TriBITSPub / TriBITS

TriBITS: Tribal Build, Integrate, and Test System,
http://tribits.org
Other
36 stars 46 forks source link

Update MPI, HDF5, and Netcdf TriBITS find modules (#533, #534) #535

Closed bartlettroscoe closed 1 year ago

bartlettroscoe commented 1 year ago

Description

These commits address #533 and #534

These commits were pulled off of the branch from:

(which also matches the patches in https://github.com/sandialabs/seacas/pull/336).
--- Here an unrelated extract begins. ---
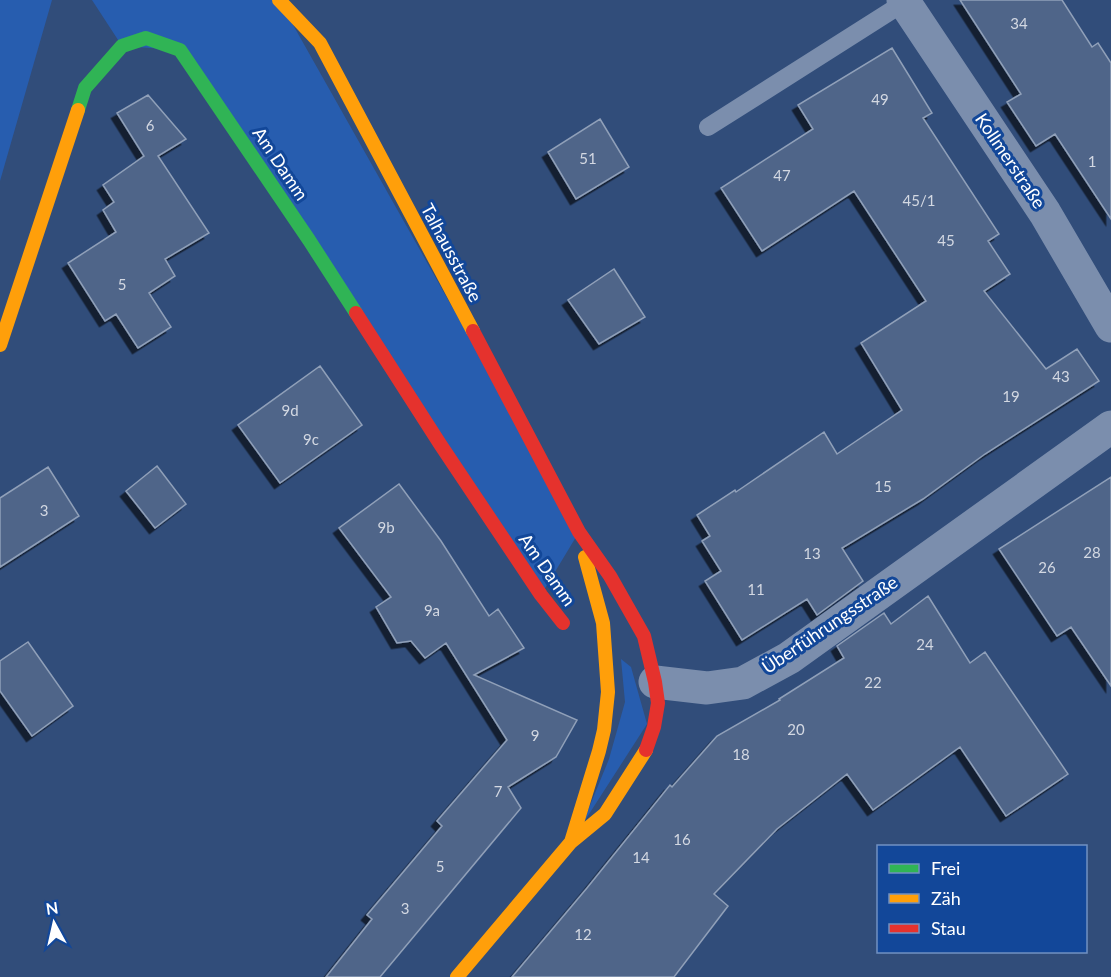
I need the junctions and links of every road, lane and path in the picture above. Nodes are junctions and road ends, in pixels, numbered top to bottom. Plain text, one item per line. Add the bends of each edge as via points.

This seems to maintain near perfect backwards compatibility.

Tasks

bartlettroscoe commented 1 year ago

Okay, given above, hopefully these new FindTPL[HDF5|Netcdf].cmake modules will work with newer releases of HDF5 and NetCDF as well.

I will merge this after the merge of:

We can always tweak this later if needed.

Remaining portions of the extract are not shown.